“Coplas por la muerte de su padre”, de Jorge Manrique es uno de los grandes poemas de la lengua española. Escrito en el tono sentencioso de un sermón eclesiástico, el poema es un tratado de filosofía cristiana que advierte sobre la transitoriedad de todo lo creado. En rítmicas coplas de pie quebrado, Manrique, utilizando como pretexto la muerte de su padre, nos alecciona sobre lo efímero de las pompas terrenales y los grandes títulos nobiliarios:
¿Qué se fizo el rey don Juan?
Los infantes de Aragón,
¿qué se fizieron?
¿Qué fue de tanto galán,
que fue de tanta invención
como truxieron?
Son, desde luego, preguntas retóricas cuya respuesta ya sabemos: todas esas pompas y galas y todo ese poder monárquico y real terminó siendo borrado eventualmente por el único poder ante el cual todos los seres humanos somos iguales: el poder destructor del tiempo.
El tiempo, como dice un verso de Garcilaso, no hace “mudanza en su costumbre”, es decir, nos trata a todos por igual. Por esta razón hay implícita en el poema de Manrique una exhortación a la humildad, cualidad de la que carece la mayoría de los políticos dominicanos. Sus egos hiperbólicos, y su aferro patológico a las cimas del poder los han llevado a cometer actos dolosos por los cuales han recibido el escarnio popular.
No sé en qué estará pensando Jean Alain a estas horas, pero la relectura del poema de Manrique me ha llevado a pensar en él. A pensar que el hombre que una vez pensó inquebrantable el poder que detentaba, se ve hoy reducido a la triste categoría de un preso común que ve evaporarse la estructura de poder que una vez creyó invulnerable. Tal es la veleidad de la fortuna. Tales son las consecuencias que causa la ceguera del poder.
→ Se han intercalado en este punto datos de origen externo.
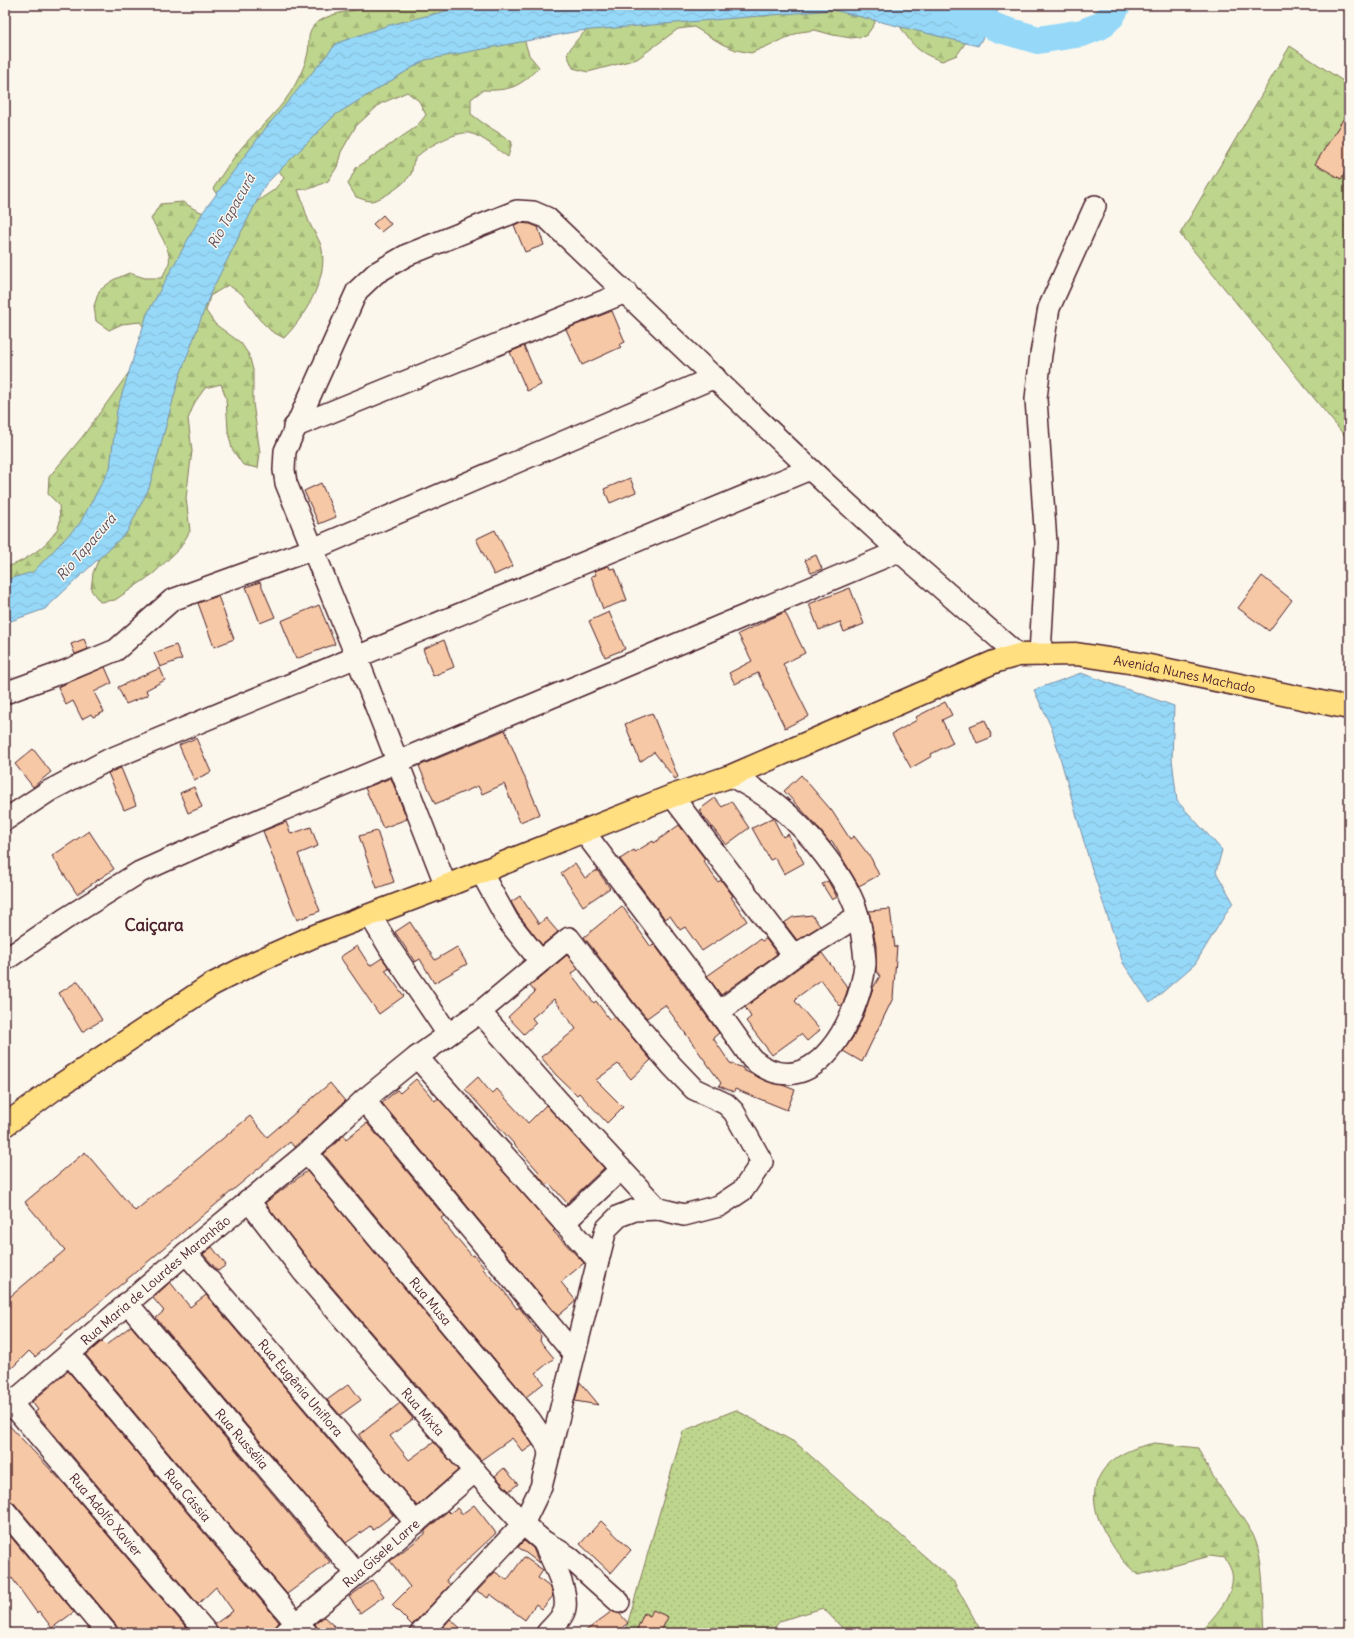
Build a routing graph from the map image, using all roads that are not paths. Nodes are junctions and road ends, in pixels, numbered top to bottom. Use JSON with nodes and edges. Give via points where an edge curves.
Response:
{"nodes":[{"id":1,"x":1094,"y":206,"type":"dead end"},
{"id":2,"x":626,"y":292,"type":"junction"},
{"id":3,"x":714,"y":377,"type":"junction"},
{"id":4,"x":294,"y":427,"type":"junction"},
{"id":5,"x":810,"y":469,"type":"junction"},
{"id":6,"x":313,"y":549,"type":"junction"},
{"id":7,"x":899,"y":551,"type":"junction"},
{"id":8,"x":1018,"y":655,"type":"junction"},
{"id":9,"x":1040,"y":655,"type":"junction"},
{"id":10,"x":357,"y":658,"type":"junction"},
{"id":11,"x":5,"y":693,"type":"edge"},
{"id":12,"x":1349,"y":708,"type":"edge"},
{"id":13,"x":397,"y":762,"type":"junction"},
{"id":14,"x":731,"y":776,"type":"junction"},
{"id":15,"x":672,"y":796,"type":"junction"},
{"id":16,"x":5,"y":820,"type":"edge"},
{"id":17,"x":584,"y":832,"type":"junction"},
{"id":18,"x":481,"y":872,"type":"junction"},
{"id":19,"x":446,"y":886,"type":"junction"},
{"id":20,"x":370,"y":915,"type":"junction"},
{"id":21,"x":858,"y":916,"type":"junction"},
{"id":22,"x":794,"y":956,"type":"junction"},
{"id":23,"x":5,"y":960,"type":"edge"},
{"id":24,"x":540,"y":961,"type":"junction"},
{"id":25,"x":480,"y":1012,"type":"junction"},
{"id":26,"x":719,"y":1012,"type":"junction"},
{"id":27,"x":448,"y":1034,"type":"junction"},
{"id":28,"x":417,"y":1058,"type":"junction"},
{"id":29,"x":364,"y":1100,"type":"junction"},
{"id":30,"x":5,"y":1125,"type":"edge"},
{"id":31,"x":307,"y":1152,"type":"junction"},
{"id":32,"x":621,"y":1169,"type":"junction"},
{"id":33,"x":248,"y":1200,"type":"junction"},
{"id":34,"x":658,"y":1209,"type":"junction"},
{"id":35,"x":564,"y":1223,"type":"junction"},
{"id":36,"x":186,"y":1253,"type":"junction"},
{"id":37,"x":598,"y":1261,"type":"junction"},
{"id":38,"x":127,"y":1303,"type":"junction"},
{"id":39,"x":574,"y":1354,"type":"junction"},
{"id":40,"x":70,"y":1355,"type":"junction"},
{"id":41,"x":7,"y":1403,"type":"edge"},
{"id":42,"x":548,"y":1454,"type":"junction"},
{"id":43,"x":475,"y":1471,"type":"junction"},
{"id":44,"x":5,"y":1510,"type":"edge"},
{"id":45,"x":416,"y":1523,"type":"junction"},
{"id":46,"x":523,"y":1524,"type":"junction"},
{"id":47,"x":543,"y":1540,"type":"junction"},
{"id":48,"x":357,"y":1574,"type":"junction"},
{"id":49,"x":619,"y":1602,"type":"dead end"},
{"id":50,"x":296,"y":1630,"type":"edge"},
{"id":51,"x":107,"y":1633,"type":"edge"},
{"id":52,"x":207,"y":1633,"type":"edge"},
{"id":53,"x":421,"y":1633,"type":"edge"},
{"id":54,"x":547,"y":1633,"type":"edge"}],
"edges":[{"from":1,"to":9,"type":"street","via":[[1049,308],[1041,354],[1036,399],[1046,543]]},
{"from":2,"to":3,"type":"street"},
{"from":2,"to":4,"type":"street"},
{"from":2,"to":4,"type":"street","via":[[547,218],[533,212],[517,211],[414,252],[376,273],[357,291]]},
{"from":3,"to":5,"type":"street"},
{"from":3,"to":6,"type":"street"},
{"from":4,"to":6,"type":"street","via":[[285,451],[286,484]]},
{"from":5,"to":7,"type":"street"},
{"from":5,"to":10,"type":"street"},
{"from":6,"to":10,"type":"street"},
{"from":6,"to":11,"type":"street","via":[[172,600],[116,650]]},
{"from":7,"to":8,"type":"street"},
{"from":7,"to":13,"type":"street"},
{"from":8,"to":9,"type":"main road","name":"Avenida Nunes Machado"},
{"from":8,"to":14,"type":"main road","name":"Avenida Nunes Machado","via":[[994,662]]},
{"from":9,"to":12,"type":"main road","name":"Avenida Nunes Machado","via":[[1076,654],[1136,663]]},
{"from":10,"to":13,"type":"street"},
{"from":10,"to":16,"type":"street","via":[[108,760],[49,791]]},
{"from":13,"to":19,"type":"street"},
{"from":13,"to":23,"type":"street","via":[[140,872]]},
{"from":14,"to":15,"type":"main road","name":"Avenida Nunes Machado"},
{"from":14,"to":21,"type":"street","via":[[756,790],[795,821],[836,871]]},
{"from":15,"to":17,"type":"main road","name":"Avenida Nunes Machado"},
{"from":15,"to":22,"type":"street"},
{"from":17,"to":18,"type":"main road","name":"Avenida Nunes Machado"},
{"from":17,"to":26,"type":"street"},
{"from":18,"to":19,"type":"main road","name":"Avenida Nunes Machado"},
{"from":18,"to":24,"type":"street","via":[[508,921]]},
{"from":19,"to":20,"type":"main road","name":"Avenida Nunes Machado"},
{"from":20,"to":27,"type":"street"},
{"from":20,"to":30,"type":"main road","name":"Avenida Nunes Machado","via":[[312,936],[212,985],[53,1090]]},
{"from":21,"to":22,"type":"street"},
{"from":21,"to":26,"type":"street","via":[[865,964],[852,1014],[834,1046],[811,1068],[790,1074],[765,1069],[752,1059]]},
{"from":22,"to":26,"type":"street"},
{"from":24,"to":25,"type":"street","name":"Rua Maria de Lourdes Maranhão"},
{"from":24,"to":34,"type":"street","name":"Rua Maria de Lourdes Maranhão","via":[[569,938],[629,1016],[672,1066],[694,1089],[726,1104],[734,1112],[762,1162],[743,1190],[719,1206],[684,1215]]},
{"from":25,"to":27,"type":"street","name":"Rua Maria de Lourdes Maranhão"},
{"from":25,"to":32,"type":"street"},
{"from":27,"to":28,"type":"street","name":"Rua Maria de Lourdes Maranhão"},
{"from":28,"to":29,"type":"street","name":"Rua Maria de Lourdes Maranhão"},
{"from":28,"to":35,"type":"street"},
{"from":29,"to":31,"type":"street","name":"Rua Maria de Lourdes Maranhão"},
{"from":29,"to":39,"type":"street"},
{"from":31,"to":33,"type":"street","name":"Rua Maria de Lourdes Maranhão"},
{"from":31,"to":42,"type":"street","name":"Rua Musa","via":[[530,1420],[547,1445]]},
{"from":32,"to":34,"type":"street"},
{"from":32,"to":35,"type":"street"},
{"from":33,"to":36,"type":"street","name":"Rua Maria de Lourdes Maranhão"},
{"from":33,"to":43,"type":"street","name":"Rua Mixta","via":[[304,1273]]},
{"from":34,"to":37,"type":"street","via":[[635,1210],[619,1216],[606,1228]]},
{"from":35,"to":37,"type":"street"},
{"from":36,"to":38,"type":"street","name":"Rua Maria de Lourdes Maranhão"},
{"from":36,"to":45,"type":"street","name":"Rua Eugênia Uniflora"},
{"from":37,"to":39,"type":"street"},
{"from":38,"to":40,"type":"street","name":"Rua Maria de Lourdes Maranhão"},
{"from":38,"to":48,"type":"street","name":"Rua Russélia"},
{"from":39,"to":42,"type":"street"},
{"from":40,"to":41,"type":"street","name":"Rua Maria de Lourdes Maranhão"},
{"from":40,"to":50,"type":"street","name":"Rua Cássia"},
{"from":41,"to":52,"type":"street","name":"Rua Adolfo Xavier"},
{"from":42,"to":46,"type":"street","via":[[540,1487]]},
{"from":43,"to":45,"type":"street","name":"Rua Gisele Larre"},
{"from":43,"to":46,"type":"street","name":"Rua Mixta"},
{"from":44,"to":51,"type":"street"},
{"from":45,"to":48,"type":"street","name":"Rua Gisele Larre"},
{"from":46,"to":47,"type":"street","name":"Rua Mixta"},
{"from":46,"to":53,"type":"street"},
{"from":47,"to":49,"type":"street","name":"Rua Mixta","via":[[568,1556]]},
{"from":47,"to":54,"type":"street","via":[[563,1589],[565,1608],[563,1615]]},
{"from":48,"to":50,"type":"street","name":"Rua Gisele Larre"}]}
Cuando se ejerce tiránicamente, el poder es como una serpiente que se muerde su propia cola ya que los déspotas van sembrando a su paso las semillas de su propia desaparición. Jean Alain apostó a la continuidad de un sistema que venía dando signos de su autodestrucción. Pero su ceguera fue típica de la adicción al poder. Como su jefe Danilo Medina, quien hoy se mueve en las sombras, Jean Alain no se daba cuenta que el poder que tenía se erosionaba cada vez más hasta convertirse en un espejismo. Aún así se aferró a él utilizando, según el Ministerio Público, toda clase de artimañas ilegales.
Frente a las imputaciones que le hace el Ministerio Público, Jean Alain invoca la clásica persecución política a la que han apelado tradicionalmente los que descienden del olimpo del poder cuando son acusados de haber cometido serias irregularidades a su paso por la administración pública. Las acusaciones contra él y el grupo que constituía su equipo de trabajo son, sin embargo, muy serias y siguen el mismo patrón de corrupción sistémica que el nuevo Ministerio Público les ha imputado a los otros entramados societarios cuyos miembros cumplen hoy prisión preventiva por las serias acusaciones en su contra.
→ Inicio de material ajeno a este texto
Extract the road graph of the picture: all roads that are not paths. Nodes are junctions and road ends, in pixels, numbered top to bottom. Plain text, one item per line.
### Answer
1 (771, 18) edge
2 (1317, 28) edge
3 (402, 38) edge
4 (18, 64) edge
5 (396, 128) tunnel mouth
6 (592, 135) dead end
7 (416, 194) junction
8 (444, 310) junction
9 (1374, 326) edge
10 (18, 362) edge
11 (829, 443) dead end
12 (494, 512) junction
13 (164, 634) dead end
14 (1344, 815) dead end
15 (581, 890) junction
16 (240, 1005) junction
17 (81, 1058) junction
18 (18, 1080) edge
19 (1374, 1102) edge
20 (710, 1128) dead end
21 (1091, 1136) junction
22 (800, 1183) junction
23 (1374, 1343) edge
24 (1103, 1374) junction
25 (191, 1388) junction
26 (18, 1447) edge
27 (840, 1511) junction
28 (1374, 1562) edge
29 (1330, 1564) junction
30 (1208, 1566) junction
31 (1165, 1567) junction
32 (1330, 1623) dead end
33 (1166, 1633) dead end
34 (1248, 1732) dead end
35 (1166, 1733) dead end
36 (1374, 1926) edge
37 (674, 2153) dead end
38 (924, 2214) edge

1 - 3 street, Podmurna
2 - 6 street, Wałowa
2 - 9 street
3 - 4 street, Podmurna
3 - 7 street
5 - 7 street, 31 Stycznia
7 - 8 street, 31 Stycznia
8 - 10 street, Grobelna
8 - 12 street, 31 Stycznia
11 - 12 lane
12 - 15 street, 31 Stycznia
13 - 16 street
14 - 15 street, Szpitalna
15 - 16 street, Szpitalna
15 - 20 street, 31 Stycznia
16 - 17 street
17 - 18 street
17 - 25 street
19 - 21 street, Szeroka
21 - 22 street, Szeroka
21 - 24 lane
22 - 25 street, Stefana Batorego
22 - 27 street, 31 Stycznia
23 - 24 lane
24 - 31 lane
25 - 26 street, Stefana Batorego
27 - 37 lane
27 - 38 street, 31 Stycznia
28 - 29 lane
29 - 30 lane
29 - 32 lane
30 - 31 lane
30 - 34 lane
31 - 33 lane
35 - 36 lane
No creemos que esas acusaciones, que protagonizan exmiembros de la pasada administración, hayan sido hechas de manera gratuita y descuidada y en busca de protagonismo mediático, como han querido hacer creer los miembros del Partido de la Liberación Dominicana.
Jeny Berenice y Wilson Camacho son dos experimentados juristas que no cometerán el error de instrumentar expedientes débiles que puedan ser fácilmente demolidos por sus contrincantes. Están bien curtidos en las batallas legales y bien preparados para rebatir los contraataques de sus adversarios.
Como procurador, Jean Alain tenía acceso a información privilegiada. Es casi seguro que tenía conocimiento de las estructuras mafiosas que operaban bajo sus narices y a las que él, por omisión, decidió no enfrentar. El expediente presentado por la Pepca lo convierte en la cabeza de un entramado que, según el expediente acusatorio, se dedicaba a esquilmar dinero del estado.
Según Orlando Gil, cuando a Jean Alain se le preguntó por qué no era muy dado a contestar preguntas de los periodistas, el exprocurador, con la típica arrogancia que siempre lo caracterizó, contestó: “El presidente tampoco responde”.
Era muy dado, eso sí, a aparecer frente a las cámaras de televisión haciendo grandes bravuconadas con las que quería dar la imagen de un perseguidor de la corrupción que en realidad nunca fue.
“Caiga quien caiga”, vociferó frente a las cámaras de televisión en más de una ocasión durante su simulacro de investigación en el caso de Odebrecht.
Nunca se imaginó que el caído sería él.